SCWL was designed to reach a maximum temperature of 600º C in the sample area and a pressure of up to 25MPa. The basic technological scheme and flow of the AC (active channel) is shown in Figure 2. The active channel consists of a pressure envelope, a lower chamber, a heat exchanger, an electric heater, a sample section, a bypass, two wolfram targets, and an inlet and outlet cooling nozzles (Figure 3). The AC will be installed in the reactor in an aluminum reciever in order to physically separate the pressure envelope from the reactor’s coolant and reduce the thermal losses of the AC. The pressure envelope consists of a stainless steel tube with a diameter of 61 mm, a thickness of 10 mm and a length of 4662 mm. The material used is steel 08Ch18N10T.

The flow passage is divided into two upward and downward streams.
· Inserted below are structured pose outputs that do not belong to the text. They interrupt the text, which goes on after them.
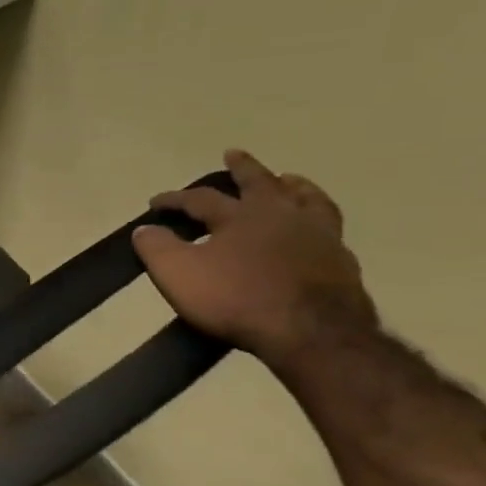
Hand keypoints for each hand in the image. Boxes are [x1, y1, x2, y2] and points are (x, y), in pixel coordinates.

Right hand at [133, 149, 377, 362]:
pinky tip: (314, 228)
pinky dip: (316, 219)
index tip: (155, 202)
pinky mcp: (341, 261)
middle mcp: (280, 215)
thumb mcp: (177, 273)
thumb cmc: (236, 298)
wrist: (311, 332)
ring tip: (289, 180)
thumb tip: (145, 228)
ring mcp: (317, 236)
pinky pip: (328, 228)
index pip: (200, 198)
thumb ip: (156, 247)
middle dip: (243, 168)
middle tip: (234, 153)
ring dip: (293, 186)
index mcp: (239, 216)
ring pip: (306, 199)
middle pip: (261, 183)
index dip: (175, 199)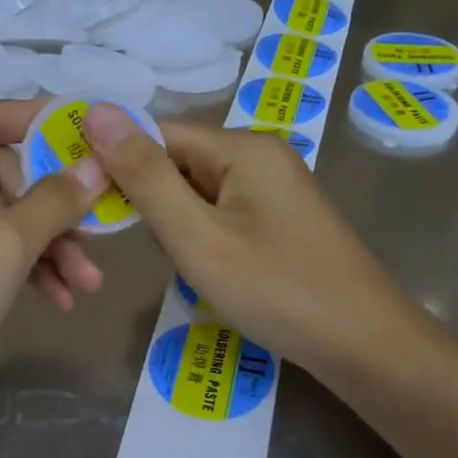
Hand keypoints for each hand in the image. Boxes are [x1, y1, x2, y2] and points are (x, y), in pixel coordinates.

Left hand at [0, 99, 106, 427]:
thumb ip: (52, 202)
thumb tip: (95, 164)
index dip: (42, 119)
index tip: (94, 134)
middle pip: (2, 174)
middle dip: (55, 206)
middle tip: (100, 233)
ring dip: (46, 247)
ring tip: (88, 286)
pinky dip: (21, 272)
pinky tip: (57, 302)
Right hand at [80, 104, 415, 373]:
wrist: (364, 346)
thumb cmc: (275, 289)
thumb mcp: (195, 236)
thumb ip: (144, 177)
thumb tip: (96, 111)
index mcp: (243, 146)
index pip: (158, 134)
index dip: (120, 164)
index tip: (92, 206)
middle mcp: (262, 154)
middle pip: (179, 161)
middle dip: (155, 204)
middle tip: (164, 251)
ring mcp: (276, 187)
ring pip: (197, 191)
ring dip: (178, 225)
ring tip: (193, 266)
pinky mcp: (281, 218)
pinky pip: (222, 212)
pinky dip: (204, 237)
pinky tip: (213, 271)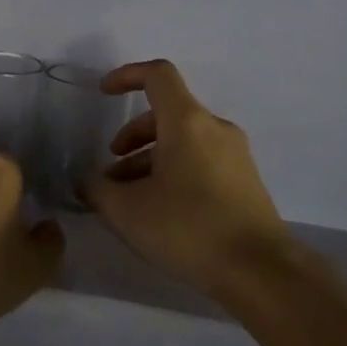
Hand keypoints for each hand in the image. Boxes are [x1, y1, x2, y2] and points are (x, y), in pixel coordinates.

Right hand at [83, 59, 290, 296]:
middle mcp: (215, 128)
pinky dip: (174, 173)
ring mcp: (235, 155)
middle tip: (111, 172)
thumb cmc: (188, 228)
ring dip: (150, 160)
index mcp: (187, 122)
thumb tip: (86, 181)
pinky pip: (201, 162)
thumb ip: (97, 189)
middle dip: (132, 137)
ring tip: (130, 200)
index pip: (157, 75)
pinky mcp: (245, 182)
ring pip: (183, 142)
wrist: (260, 270)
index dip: (127, 75)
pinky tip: (161, 212)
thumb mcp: (127, 211)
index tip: (104, 93)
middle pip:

At the end of the first upward stream, the flow is divided into the bypass and into the cold part of the recuperator by a ratio of 65% and 35%. Therefore, the in-pile AC can be redesigned to meet the requirements of various experiments, like, for example LWR testing conditions.

For the amendment to the LWR-15 the AC was modeled using ATHLET 3.1A code in order to prove its safe operation under both normal and accident conditions that could lead into a potential damage to the reactor. The code was developed by GRS and has integrated for the supercritical water regime several state of the art heat transfer correlations. Out of which, two were selected and certified by SUJB (State Office for Nuclear Safety) thermo-hydraulic commission before performing the analyses as part of an amendment to LVR-15 Final Safety Report.

For accident conditions Loss of Flow Accident (LOFA) and Loss of Coolant Accident were selected assessing in particular the pressure envelope and reciever temperature profile. In both normal operation and accidental conditions the results showed that the parameters are in accordance with the acceptance criteria.